:: Source records ::
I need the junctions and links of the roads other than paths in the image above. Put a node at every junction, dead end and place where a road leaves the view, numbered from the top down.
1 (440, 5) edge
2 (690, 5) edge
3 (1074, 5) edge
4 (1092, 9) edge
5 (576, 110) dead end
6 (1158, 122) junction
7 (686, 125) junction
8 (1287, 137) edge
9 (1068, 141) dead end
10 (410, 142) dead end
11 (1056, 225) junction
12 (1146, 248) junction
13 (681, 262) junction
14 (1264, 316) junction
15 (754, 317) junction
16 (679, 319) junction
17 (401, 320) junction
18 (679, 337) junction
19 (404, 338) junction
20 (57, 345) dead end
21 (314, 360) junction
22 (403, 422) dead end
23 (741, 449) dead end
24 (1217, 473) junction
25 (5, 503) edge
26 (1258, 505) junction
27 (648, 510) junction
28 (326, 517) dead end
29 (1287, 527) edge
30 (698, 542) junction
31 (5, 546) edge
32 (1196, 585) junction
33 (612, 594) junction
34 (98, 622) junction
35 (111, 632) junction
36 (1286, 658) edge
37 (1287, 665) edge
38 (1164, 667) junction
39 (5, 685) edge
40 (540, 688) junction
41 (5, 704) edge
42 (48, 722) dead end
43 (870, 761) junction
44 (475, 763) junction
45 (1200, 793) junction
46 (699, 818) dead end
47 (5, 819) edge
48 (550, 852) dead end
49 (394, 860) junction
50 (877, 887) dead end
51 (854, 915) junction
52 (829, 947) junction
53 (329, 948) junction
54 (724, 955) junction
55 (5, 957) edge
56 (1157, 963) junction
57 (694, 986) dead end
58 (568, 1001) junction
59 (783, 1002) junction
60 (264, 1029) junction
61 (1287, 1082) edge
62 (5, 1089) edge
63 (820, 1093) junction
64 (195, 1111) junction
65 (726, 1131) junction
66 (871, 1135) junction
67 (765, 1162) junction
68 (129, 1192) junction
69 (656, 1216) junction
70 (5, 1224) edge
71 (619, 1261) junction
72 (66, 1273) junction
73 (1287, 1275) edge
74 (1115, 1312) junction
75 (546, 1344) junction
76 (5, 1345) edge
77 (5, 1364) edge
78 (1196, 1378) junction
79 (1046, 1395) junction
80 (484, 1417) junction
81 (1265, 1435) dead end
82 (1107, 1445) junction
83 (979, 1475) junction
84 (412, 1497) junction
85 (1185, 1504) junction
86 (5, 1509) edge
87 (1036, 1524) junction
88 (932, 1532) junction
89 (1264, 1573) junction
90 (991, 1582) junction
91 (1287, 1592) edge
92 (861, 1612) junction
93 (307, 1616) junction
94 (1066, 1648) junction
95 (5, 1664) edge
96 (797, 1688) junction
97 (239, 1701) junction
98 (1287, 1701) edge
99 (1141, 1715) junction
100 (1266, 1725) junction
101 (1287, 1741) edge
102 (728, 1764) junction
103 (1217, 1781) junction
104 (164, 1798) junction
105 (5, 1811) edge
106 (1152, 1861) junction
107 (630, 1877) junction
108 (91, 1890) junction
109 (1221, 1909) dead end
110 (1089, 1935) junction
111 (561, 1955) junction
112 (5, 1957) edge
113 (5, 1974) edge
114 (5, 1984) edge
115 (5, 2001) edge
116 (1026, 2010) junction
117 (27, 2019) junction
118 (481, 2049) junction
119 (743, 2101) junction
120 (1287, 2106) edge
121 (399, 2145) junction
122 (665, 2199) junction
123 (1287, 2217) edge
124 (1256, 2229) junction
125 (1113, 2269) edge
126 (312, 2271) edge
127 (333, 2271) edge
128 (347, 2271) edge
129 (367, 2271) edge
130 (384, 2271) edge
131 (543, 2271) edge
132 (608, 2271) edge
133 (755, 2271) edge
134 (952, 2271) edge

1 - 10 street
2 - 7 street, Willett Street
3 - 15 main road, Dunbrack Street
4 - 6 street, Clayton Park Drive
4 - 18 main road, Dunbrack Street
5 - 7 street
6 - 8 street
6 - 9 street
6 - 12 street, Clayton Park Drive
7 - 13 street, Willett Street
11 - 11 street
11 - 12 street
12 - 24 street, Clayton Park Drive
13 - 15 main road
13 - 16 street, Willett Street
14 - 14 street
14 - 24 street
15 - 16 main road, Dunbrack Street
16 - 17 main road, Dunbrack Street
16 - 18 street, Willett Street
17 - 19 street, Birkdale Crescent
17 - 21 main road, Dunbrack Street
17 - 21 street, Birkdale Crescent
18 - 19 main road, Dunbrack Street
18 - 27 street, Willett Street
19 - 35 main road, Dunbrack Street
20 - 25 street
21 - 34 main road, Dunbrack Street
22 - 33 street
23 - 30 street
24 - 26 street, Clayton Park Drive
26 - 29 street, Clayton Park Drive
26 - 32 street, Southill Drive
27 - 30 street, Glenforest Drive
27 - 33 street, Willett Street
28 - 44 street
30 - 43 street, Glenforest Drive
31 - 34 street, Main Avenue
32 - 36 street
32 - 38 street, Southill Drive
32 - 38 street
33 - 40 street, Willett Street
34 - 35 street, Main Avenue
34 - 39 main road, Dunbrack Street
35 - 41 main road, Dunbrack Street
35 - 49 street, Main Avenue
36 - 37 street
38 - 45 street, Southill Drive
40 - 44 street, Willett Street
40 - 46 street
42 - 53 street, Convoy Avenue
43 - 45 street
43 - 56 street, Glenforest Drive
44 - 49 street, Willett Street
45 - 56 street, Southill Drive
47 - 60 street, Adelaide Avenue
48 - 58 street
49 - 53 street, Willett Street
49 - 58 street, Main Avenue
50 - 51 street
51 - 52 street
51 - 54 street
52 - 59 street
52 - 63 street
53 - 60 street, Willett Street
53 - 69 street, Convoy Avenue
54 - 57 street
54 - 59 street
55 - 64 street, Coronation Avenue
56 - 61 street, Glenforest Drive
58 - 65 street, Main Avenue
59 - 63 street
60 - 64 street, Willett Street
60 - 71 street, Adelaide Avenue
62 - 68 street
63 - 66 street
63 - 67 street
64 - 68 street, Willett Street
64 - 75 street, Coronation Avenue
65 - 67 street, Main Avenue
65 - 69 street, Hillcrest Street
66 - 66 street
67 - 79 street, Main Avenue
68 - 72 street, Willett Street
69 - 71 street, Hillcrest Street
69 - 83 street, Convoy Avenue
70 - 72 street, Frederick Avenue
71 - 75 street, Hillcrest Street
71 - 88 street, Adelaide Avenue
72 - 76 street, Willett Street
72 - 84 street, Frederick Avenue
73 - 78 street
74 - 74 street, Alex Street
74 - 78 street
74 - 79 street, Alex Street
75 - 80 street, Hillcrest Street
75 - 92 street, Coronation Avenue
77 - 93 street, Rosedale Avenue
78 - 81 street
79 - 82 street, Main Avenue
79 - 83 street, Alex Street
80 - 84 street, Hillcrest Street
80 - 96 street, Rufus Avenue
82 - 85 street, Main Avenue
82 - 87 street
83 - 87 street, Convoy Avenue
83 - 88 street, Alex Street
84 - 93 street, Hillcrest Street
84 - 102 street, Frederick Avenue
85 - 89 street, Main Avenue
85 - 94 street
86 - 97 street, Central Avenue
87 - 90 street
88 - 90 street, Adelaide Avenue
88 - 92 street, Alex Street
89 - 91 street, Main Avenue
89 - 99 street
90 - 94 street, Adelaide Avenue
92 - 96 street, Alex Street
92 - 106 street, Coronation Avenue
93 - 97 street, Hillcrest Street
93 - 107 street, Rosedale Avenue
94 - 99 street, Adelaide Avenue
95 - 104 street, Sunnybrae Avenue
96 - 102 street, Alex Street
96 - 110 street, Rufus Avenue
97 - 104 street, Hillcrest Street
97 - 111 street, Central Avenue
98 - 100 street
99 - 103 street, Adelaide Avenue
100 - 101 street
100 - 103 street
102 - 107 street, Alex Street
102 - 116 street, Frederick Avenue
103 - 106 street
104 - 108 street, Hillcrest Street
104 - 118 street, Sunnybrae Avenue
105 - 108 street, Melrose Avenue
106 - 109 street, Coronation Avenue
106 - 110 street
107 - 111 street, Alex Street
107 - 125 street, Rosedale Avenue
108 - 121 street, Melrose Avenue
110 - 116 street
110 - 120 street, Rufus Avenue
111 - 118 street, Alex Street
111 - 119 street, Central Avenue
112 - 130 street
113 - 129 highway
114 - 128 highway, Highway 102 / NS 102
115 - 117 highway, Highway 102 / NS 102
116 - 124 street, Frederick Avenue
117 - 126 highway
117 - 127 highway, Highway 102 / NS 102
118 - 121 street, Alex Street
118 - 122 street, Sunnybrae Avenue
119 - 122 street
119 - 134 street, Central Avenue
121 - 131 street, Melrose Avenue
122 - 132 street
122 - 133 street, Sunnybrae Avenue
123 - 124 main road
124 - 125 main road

:: Description of the task ::
Every line of the records containing the word "Park" must appear in the answer.

:: Final answer ::
4 - 6 street, Clayton Park Drive
6 - 12 street, Clayton Park Drive
12 - 24 street, Clayton Park Drive
24 - 26 street, Clayton Park Drive
26 - 29 street, Clayton Park Drive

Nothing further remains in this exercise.